Despite the recent bath salts attacks and general nuttery going on out there, I am really not worried that the dead will walk the earth. Mostly.
What I do worry about is an act of war that takes out communication. I worry that disease is going to run from coast to coast, as we see more antibiotic resistance. Zombies aren't scary, but crowds of stupid people are. For those who live in larger cities, you are just swimming in stupidity. We have become a generation that seems short on practical, hands-on knowledge. In other words, we are primed for a StupidiBlast of some sort to teach us a lesson in preparedness.

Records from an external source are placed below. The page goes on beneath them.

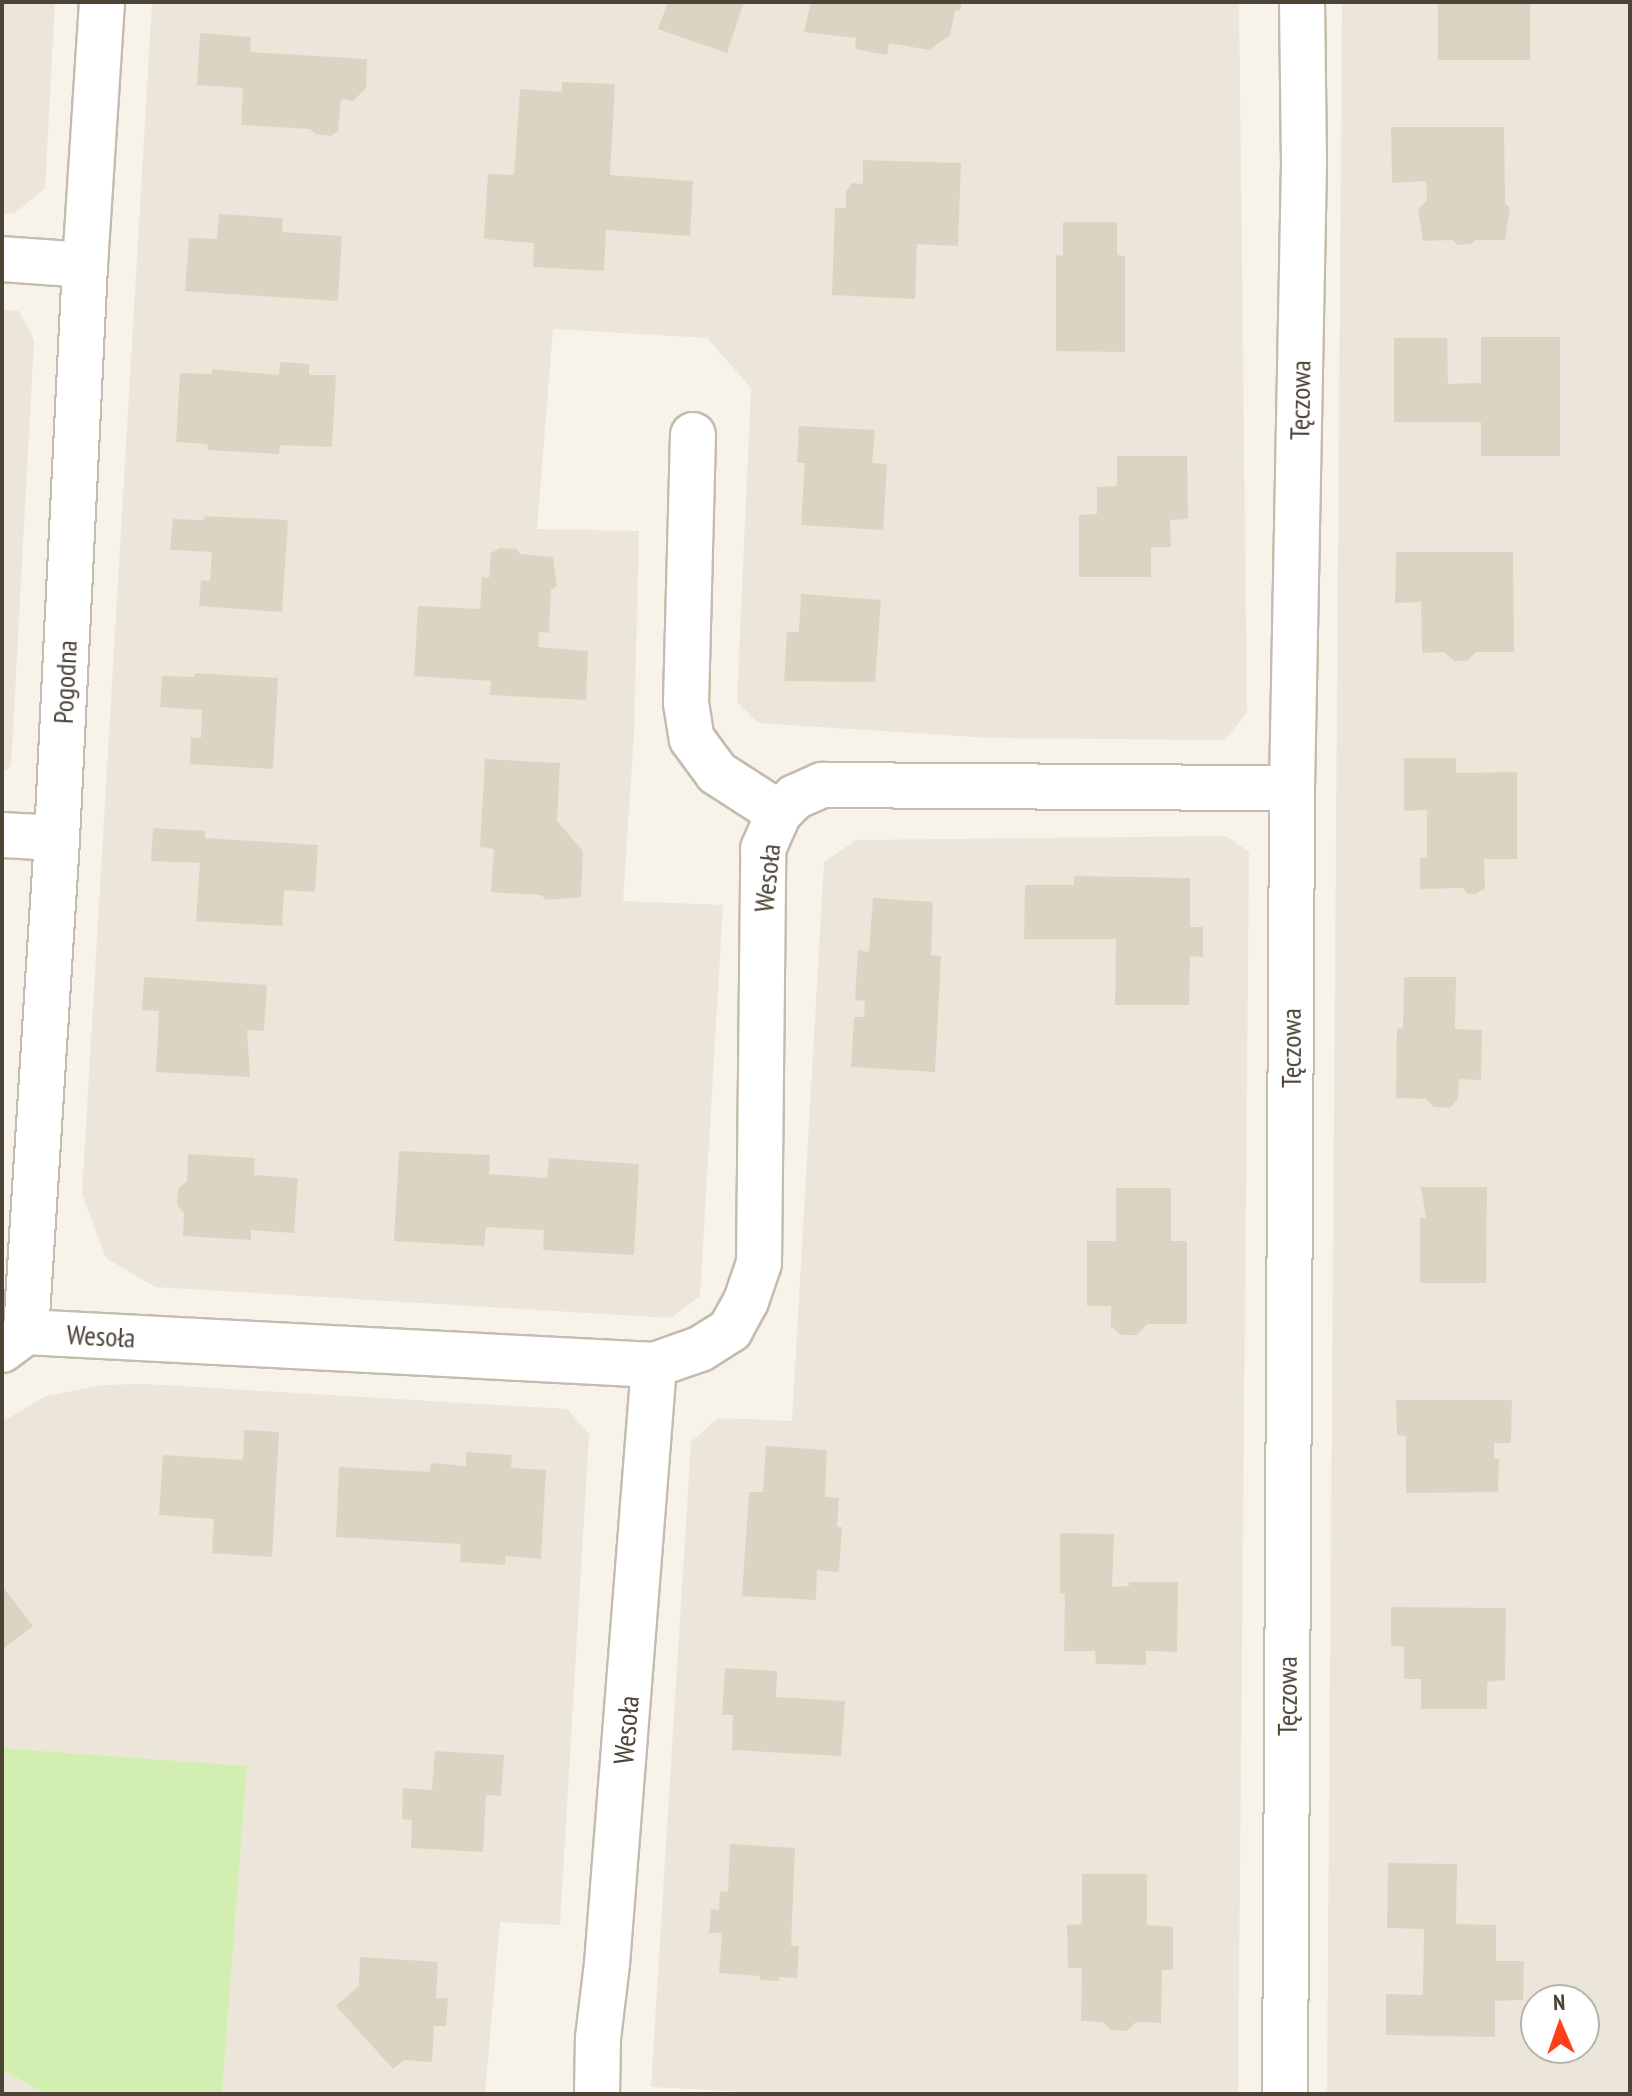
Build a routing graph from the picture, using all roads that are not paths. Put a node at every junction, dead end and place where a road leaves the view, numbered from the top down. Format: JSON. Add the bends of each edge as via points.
{"nodes":[{"id":1,"x":102,"y":2,"type":"edge"},
{"id":2,"x":1302,"y":2,"type":"edge"},
{"id":3,"x":2,"y":259,"type":"edge"},
{"id":4,"x":85,"y":265,"type":"junction"},
{"id":5,"x":693,"y":435,"type":"dead end"},
{"id":6,"x":1292,"y":788,"type":"junction"},
{"id":7,"x":779,"y":813,"type":"junction"},
{"id":8,"x":2,"y":835,"type":"edge"},
{"id":9,"x":57,"y":838,"type":"junction"},
{"id":10,"x":14,"y":1341,"type":"edge"},
{"id":11,"x":654,"y":1365,"type":"junction"},
{"id":12,"x":597,"y":2094,"type":"edge"},
{"id":13,"x":1285,"y":2094,"type":"edge"}],
"edges":[{"from":1,"to":4,"type":"street","name":"Pogodna"},
{"from":2,"to":6,"type":"street","name":"Tęczowa","via":[[1304,164]]},
{"from":3,"to":4,"type":"street"},
{"from":4,"to":9,"type":"street","name":"Pogodna"},
{"from":5,"to":7,"type":"street","via":[[686,703],[692,739],[717,773]]},
{"from":6,"to":7,"type":"street","name":"Wesoła","via":[[822,785],[795,797]]},
{"from":6,"to":13,"type":"street","name":"Tęczowa"},
{"from":7,"to":11,"type":"street","name":"Wesoła","via":[[763,849],[759,1263],[730,1330],[700,1349]]},
{"from":8,"to":9,"type":"street"},
{"from":9,"to":10,"type":"street","name":"Pogodna"},
{"from":10,"to":11,"type":"street","name":"Wesoła"},
{"from":11,"to":12,"type":"street","name":"Wesoła"}]}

I'm not stocking a storage room full of toilet paper and bottled water. I just like the way the aluminum foil hat makes my eyes, pop. Honest. But my husband and I have watched many a horror movie and chatted, and I realized last week that George Romero may have helped us define our national emergency plan. Imagine if you had to be stealthy, clever, and in good enough shape to hike several miles. Outrun enemies. Live hand to mouth, minute to minute. Most of us have never given it a single thought, and would be starting from square one if we were at the base of some catastrophe.
It was the basis of this that led me to write about zombies in the first place. In my fiction, the zombies are background buzz, the really interesting thing is how people survive. The miracle is that we actually do, at least in most cases.
Readers: do you do this? Do you watch a movie or series like Walking Dead and think about what you would do? If not, maybe I should just keep the foil hat on.